The mobility and the mechanism of ion pairing of 1,1 electrolytes in aqueous solutions were investigated systematically on nine imidazolium based ionic liquids (ILs) from 1-methylimidazolium chloride, [MIM][Cl], to 1-dodecyl-3-methylimidazolium chloride, [1,3-DoMIM][Cl], with two isomers 1,2-dimethylimidazolium chloride, [1,2-MMIM][Cl], and 1,3-dimethylimidazolium chloride, [1,3-MMIM][Cl]. Molecular dynamics (MD) simulations, statistical mechanics calculations in the framework of the integral equation theory using one-dimensional (1D-) and three-dimensional (3D-) reference interaction site model (RISM) approaches as well as conductivity measurements were applied. From experiment and MD simulations it was found that the mobility/diffusion coefficients of cations in the limit of infinite dilution decrease with an increasing length of the cation alkyl chain, but not linearly. The aggregation tendency of cations with long alkyl chains at higher IL concentrations impedes their diffusivity. Binding free energies of imidazolium cations with the chloride anion estimated by RISM calculations, MD simulations and experiments reveal that the association of investigated ILs as model 1,1 electrolytes in water solutions is weak but evidently dependent on the molecular structure (alkyl chain length), which also strongly affects the mobility of cations.

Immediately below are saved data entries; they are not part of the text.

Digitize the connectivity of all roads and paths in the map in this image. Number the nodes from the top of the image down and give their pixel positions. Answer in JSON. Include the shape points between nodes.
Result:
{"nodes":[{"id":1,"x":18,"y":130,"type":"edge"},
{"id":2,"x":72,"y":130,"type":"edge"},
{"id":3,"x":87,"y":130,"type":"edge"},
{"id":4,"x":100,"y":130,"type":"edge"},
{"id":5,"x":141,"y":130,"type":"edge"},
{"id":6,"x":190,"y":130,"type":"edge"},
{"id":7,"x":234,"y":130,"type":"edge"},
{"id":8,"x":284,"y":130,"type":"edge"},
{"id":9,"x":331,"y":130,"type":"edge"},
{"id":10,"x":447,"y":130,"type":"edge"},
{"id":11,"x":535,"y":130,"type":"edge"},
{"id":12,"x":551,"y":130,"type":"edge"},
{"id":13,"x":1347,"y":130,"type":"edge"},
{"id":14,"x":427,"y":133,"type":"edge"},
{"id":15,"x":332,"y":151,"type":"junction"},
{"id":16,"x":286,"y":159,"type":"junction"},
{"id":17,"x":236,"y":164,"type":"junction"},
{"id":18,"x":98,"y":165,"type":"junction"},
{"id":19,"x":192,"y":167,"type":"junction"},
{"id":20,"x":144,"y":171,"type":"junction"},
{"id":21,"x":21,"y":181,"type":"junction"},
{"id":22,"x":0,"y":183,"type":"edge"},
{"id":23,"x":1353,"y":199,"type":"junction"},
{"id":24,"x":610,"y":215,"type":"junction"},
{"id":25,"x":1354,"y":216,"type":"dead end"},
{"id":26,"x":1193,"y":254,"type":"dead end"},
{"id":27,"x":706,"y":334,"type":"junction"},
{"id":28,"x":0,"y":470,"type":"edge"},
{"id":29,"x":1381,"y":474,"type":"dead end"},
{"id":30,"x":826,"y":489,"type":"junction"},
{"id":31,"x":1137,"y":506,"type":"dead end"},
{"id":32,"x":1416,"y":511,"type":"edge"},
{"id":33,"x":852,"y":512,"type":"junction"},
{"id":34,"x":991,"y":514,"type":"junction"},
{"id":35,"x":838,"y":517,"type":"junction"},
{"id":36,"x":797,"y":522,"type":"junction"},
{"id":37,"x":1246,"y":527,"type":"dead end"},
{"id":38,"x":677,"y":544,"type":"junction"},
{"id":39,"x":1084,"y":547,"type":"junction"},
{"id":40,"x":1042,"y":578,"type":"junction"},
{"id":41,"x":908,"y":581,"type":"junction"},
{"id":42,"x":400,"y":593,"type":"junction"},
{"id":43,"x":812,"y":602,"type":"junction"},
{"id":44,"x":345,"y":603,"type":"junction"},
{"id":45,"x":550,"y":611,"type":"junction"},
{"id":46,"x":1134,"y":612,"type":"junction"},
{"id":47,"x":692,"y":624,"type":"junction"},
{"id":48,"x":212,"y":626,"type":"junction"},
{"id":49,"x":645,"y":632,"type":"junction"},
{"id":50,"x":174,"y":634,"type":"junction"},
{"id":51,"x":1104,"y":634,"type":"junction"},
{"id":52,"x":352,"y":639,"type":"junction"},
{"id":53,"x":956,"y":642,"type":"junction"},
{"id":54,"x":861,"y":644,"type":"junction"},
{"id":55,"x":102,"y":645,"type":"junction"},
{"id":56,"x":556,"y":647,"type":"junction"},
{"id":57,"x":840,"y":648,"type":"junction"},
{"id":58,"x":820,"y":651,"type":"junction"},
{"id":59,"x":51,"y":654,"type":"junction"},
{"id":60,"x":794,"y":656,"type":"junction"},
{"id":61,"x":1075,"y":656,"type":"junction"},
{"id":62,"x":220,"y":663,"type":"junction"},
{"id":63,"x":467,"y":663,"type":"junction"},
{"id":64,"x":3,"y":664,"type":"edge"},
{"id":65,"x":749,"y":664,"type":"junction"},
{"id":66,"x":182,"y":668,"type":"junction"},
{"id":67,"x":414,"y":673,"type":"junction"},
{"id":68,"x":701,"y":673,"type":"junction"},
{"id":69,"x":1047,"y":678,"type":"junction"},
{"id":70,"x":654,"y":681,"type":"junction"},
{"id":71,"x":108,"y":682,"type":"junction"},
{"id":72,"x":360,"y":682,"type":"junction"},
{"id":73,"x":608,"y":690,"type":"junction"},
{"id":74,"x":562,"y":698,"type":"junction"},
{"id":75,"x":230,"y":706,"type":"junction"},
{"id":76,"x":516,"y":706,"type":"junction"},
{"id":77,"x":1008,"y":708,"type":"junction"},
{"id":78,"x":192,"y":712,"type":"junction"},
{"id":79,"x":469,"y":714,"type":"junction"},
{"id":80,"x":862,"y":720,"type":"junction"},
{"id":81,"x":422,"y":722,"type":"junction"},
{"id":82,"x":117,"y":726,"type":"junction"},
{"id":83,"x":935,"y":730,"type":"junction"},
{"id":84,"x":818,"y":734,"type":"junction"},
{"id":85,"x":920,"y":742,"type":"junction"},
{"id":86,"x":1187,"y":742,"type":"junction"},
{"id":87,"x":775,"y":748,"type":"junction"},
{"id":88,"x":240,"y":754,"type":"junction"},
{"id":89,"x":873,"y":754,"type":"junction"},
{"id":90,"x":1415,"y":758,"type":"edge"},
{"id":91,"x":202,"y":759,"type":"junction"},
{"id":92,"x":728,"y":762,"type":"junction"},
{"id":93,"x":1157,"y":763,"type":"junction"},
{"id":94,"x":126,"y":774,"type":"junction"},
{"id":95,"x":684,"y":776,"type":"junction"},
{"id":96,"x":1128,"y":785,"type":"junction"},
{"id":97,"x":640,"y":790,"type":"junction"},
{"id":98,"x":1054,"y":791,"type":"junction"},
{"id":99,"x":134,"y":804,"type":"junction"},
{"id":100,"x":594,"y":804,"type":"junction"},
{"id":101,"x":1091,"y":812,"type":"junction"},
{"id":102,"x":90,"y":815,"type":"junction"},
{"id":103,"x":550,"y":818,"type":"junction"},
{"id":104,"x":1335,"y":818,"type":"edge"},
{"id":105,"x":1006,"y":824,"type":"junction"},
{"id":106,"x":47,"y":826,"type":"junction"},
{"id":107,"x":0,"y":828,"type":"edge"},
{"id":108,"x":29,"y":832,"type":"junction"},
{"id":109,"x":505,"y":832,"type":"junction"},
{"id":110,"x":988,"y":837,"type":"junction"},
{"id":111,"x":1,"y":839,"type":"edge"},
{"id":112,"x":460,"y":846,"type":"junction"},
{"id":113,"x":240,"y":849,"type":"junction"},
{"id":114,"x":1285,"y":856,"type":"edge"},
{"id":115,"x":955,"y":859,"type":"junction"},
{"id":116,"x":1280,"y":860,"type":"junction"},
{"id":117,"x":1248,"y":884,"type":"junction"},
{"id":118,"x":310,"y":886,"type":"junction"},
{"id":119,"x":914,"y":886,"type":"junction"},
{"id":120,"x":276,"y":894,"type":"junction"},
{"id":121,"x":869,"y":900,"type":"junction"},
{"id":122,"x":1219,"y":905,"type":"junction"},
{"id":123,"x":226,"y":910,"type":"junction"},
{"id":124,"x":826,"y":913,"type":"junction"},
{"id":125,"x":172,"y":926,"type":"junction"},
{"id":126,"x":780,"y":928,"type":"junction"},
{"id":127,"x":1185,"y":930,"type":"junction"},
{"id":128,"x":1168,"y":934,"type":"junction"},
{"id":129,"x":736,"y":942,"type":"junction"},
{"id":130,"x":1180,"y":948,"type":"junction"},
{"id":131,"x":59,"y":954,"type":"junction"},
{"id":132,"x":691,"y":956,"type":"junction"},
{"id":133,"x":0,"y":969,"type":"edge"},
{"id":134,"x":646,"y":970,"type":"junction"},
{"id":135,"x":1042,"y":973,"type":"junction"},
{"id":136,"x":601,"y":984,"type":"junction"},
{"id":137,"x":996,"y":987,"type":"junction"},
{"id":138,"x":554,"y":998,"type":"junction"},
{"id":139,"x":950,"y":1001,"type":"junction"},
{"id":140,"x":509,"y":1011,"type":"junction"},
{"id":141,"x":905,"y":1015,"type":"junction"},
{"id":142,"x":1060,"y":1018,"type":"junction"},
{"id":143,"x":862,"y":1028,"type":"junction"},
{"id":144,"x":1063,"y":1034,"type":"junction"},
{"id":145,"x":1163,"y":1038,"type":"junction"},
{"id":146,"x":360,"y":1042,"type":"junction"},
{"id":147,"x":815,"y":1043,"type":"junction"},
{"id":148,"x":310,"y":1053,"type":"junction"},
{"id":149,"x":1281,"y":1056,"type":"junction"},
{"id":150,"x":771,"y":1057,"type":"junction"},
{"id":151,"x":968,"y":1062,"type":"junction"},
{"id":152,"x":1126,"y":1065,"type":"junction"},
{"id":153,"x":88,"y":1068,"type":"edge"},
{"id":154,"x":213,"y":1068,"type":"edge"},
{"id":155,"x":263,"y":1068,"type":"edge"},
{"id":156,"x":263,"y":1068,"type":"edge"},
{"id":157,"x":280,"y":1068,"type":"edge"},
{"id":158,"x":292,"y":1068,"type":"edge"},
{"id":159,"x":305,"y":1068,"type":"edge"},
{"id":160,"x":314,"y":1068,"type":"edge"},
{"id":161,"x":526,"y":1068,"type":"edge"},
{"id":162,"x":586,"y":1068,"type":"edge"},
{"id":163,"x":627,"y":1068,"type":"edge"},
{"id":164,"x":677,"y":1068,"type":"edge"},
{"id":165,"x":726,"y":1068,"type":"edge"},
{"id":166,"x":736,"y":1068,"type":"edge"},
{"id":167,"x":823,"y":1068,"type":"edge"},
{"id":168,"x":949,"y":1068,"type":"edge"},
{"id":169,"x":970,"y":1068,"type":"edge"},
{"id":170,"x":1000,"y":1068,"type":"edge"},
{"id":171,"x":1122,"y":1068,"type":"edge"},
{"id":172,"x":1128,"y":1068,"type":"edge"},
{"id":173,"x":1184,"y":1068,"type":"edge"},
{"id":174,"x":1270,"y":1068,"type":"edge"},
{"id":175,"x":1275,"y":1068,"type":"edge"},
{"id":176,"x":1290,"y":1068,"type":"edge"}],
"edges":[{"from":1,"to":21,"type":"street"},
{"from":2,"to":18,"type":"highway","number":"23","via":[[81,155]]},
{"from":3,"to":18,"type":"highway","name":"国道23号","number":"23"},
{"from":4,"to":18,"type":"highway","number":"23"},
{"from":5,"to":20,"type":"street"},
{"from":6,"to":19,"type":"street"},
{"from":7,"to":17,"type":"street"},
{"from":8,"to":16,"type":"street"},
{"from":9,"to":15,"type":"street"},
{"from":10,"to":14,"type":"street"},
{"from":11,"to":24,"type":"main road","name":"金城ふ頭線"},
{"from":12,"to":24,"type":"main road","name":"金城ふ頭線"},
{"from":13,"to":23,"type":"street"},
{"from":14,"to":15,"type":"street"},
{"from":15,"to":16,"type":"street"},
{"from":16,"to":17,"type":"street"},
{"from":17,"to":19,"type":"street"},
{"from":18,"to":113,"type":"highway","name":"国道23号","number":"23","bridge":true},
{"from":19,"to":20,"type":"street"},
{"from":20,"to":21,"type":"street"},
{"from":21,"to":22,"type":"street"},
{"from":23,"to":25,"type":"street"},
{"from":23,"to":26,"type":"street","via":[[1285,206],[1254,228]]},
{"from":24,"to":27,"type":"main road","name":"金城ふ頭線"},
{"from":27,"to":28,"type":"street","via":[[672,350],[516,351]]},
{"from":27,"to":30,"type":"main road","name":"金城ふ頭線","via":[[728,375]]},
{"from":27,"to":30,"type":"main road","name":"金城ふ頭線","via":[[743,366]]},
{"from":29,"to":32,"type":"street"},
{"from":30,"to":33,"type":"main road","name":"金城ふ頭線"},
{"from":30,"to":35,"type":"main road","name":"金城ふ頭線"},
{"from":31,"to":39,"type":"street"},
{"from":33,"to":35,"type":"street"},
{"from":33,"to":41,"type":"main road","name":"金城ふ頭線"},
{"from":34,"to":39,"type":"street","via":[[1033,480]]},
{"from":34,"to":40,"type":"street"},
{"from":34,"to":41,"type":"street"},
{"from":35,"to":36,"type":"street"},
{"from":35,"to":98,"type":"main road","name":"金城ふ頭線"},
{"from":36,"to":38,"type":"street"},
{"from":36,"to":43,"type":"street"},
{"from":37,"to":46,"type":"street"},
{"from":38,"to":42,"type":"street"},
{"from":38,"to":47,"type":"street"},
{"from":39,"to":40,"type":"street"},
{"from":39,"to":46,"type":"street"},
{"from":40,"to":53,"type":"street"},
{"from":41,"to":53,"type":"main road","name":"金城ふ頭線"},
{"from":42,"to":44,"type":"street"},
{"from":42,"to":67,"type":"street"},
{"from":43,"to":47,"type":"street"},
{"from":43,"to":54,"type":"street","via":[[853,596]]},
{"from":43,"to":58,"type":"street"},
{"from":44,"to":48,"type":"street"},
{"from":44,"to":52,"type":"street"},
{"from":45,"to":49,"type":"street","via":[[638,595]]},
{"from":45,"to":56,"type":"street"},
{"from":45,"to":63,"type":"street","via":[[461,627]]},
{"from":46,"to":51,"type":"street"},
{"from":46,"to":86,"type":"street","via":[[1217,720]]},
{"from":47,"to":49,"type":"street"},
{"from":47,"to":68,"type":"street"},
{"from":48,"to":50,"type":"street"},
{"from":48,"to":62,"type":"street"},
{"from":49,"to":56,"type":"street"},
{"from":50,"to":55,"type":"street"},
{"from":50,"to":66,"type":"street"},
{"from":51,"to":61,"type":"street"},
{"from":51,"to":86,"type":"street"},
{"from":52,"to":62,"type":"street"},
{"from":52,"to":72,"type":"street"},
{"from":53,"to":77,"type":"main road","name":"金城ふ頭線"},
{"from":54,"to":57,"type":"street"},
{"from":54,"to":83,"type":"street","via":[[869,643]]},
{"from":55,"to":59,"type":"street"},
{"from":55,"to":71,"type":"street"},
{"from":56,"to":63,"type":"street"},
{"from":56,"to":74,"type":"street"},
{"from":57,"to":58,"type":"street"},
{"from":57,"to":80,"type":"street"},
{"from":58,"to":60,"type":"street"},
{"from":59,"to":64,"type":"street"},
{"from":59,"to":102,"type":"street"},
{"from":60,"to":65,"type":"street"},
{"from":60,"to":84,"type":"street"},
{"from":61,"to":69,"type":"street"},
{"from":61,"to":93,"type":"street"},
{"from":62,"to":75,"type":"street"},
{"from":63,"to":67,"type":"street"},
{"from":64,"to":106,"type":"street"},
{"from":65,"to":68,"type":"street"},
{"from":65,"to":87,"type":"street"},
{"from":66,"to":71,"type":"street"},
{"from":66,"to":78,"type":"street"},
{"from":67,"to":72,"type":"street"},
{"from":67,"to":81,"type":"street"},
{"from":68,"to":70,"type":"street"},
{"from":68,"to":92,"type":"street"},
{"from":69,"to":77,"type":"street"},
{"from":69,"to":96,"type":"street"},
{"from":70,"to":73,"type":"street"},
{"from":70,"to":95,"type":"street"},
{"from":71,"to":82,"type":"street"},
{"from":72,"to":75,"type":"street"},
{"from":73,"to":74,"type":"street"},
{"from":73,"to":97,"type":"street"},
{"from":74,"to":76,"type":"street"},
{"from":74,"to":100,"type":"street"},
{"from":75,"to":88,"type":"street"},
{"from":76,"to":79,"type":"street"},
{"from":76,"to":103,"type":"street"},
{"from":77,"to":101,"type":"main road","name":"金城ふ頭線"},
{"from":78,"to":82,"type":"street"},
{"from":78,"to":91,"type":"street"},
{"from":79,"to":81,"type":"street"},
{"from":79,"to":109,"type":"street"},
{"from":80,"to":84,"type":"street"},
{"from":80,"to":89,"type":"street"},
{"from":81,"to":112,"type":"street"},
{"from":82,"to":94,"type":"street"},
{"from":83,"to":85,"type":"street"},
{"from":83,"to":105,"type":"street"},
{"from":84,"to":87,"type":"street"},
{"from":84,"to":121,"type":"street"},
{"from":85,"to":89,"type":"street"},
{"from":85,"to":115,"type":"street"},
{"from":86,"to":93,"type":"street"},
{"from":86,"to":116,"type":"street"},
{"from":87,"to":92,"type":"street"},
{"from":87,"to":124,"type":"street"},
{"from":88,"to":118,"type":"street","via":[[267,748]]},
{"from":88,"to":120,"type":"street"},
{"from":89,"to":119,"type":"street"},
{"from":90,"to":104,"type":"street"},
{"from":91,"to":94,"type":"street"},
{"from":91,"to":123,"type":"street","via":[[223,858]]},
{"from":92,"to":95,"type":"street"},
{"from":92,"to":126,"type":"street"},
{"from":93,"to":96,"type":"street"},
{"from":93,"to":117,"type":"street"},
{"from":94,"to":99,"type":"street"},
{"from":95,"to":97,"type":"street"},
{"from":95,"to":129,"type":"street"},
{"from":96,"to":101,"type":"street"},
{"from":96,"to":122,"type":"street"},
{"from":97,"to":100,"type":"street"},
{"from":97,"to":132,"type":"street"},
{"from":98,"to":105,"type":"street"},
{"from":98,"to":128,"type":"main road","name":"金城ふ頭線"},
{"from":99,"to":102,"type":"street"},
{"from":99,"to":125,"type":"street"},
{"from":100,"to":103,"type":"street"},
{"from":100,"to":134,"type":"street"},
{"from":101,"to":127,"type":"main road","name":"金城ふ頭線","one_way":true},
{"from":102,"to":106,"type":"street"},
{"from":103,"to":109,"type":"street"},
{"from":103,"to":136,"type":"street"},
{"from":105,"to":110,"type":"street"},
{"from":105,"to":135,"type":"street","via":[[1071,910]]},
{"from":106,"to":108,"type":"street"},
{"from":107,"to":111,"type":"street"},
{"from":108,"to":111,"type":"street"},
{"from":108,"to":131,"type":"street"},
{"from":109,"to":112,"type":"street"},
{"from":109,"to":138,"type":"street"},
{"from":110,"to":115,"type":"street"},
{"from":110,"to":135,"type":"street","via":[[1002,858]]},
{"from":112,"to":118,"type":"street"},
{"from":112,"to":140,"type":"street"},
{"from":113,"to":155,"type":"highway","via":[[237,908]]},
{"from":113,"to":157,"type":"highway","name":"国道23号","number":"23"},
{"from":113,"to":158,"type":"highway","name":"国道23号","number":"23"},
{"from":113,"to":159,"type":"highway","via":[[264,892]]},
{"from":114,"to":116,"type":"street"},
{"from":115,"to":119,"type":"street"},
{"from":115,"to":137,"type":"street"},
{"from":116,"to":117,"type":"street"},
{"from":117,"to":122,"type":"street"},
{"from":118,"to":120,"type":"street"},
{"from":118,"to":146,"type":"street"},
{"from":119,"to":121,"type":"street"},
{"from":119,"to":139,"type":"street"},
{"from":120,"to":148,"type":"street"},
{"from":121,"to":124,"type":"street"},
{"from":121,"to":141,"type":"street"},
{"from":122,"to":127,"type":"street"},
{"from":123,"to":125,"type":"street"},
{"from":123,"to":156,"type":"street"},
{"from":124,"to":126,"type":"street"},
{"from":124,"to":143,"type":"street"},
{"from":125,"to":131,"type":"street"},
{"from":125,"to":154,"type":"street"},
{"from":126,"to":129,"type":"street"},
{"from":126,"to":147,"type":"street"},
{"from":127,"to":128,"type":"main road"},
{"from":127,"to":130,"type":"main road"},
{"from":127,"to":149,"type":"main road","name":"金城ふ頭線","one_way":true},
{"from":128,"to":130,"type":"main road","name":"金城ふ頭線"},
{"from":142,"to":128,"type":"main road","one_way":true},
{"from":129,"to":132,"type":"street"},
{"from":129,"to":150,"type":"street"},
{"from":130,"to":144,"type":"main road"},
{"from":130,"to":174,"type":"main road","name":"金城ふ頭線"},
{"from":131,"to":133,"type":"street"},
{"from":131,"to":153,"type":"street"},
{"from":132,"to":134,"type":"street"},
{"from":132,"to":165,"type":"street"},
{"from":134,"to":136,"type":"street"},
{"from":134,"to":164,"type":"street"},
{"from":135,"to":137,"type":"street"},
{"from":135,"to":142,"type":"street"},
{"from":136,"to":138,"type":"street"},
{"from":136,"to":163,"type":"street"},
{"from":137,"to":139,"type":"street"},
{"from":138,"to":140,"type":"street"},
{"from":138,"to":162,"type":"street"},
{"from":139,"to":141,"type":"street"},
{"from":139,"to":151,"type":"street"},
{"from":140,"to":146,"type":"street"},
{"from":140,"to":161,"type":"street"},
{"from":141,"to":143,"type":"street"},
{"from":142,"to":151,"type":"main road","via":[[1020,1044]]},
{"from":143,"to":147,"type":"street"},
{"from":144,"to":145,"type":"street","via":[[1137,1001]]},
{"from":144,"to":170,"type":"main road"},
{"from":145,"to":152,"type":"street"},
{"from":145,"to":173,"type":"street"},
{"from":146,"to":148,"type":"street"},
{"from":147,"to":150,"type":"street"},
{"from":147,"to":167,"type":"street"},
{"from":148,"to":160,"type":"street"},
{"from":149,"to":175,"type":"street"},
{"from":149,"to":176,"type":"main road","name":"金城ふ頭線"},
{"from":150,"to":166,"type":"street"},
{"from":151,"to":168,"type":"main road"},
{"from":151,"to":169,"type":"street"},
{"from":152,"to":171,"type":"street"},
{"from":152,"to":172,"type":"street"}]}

Hydration and Ion Binding of the Osmolyte Ectoine.

Ectoine is a widespread osmolyte enabling halophilic bacteria to withstand high osmotic stress that has many potential applications ranging from cosmetics to its use as a therapeutic agent. In this contribution, combining experiment and theory, the hydration and ion-binding of this zwitterionic compound was studied to gain information on the functioning of ectoine in particular and of osmolytes in general. Dielectric relaxation spectroscopy was used to determine the effective hydration number of ectoine and its effective dipole moment in aqueous solutions with and without added NaCl. The obtained experimental data were compared with structural results from 1D-RISM and 3D-RISM calculations. It was found that ectoine is strongly hydrated, even in the presence of high salt concentrations. Upon addition of NaCl, ions are bound to ectoine but the formed complexes are not very stable. Interestingly, this osmolyte strongly rises the static relative permittivity of its solutions, shielding thus effectively long-range Coulomb interactions among ions in ectoine-containing solutions. We believe that via this effect, which should be common to all zwitterionic osmolytes, ectoine protects against excessive ions within the cell in addition to its strong osmotic activity protecting against ions outside.

Ion-binding of glycine zwitterion with inorganic ions in biologically relevant aqueous electrolyte solutions.

The ion-binding between inorganic ions and charged functional groups of glycine zwitter-ion in NaCl(aq), KCl(aq), MgCl2(aq), and CaCl2(aq) has been investigated over a wide salt concentration range by using integral equation theory in the 3D-RISM approach. These systems mimic biological systems where binding of ions to charged residues at protein surfaces is relevant. It has been found that the stability of ion pairs formed by the carboxylate group and added inorganic cations decreases in the sequence Mg(2+)>Ca(2+)>Na(+)>K(+). However, all formed ion pairs are weak and decrease in stability with increasing salt concentration. On the other hand, at a given salt concentration the stability of (-NH3(+):Cl(-))aq ion pairs is similar in all studied systems. The features of ion-binding and the salt concentration effect on this process are discussed.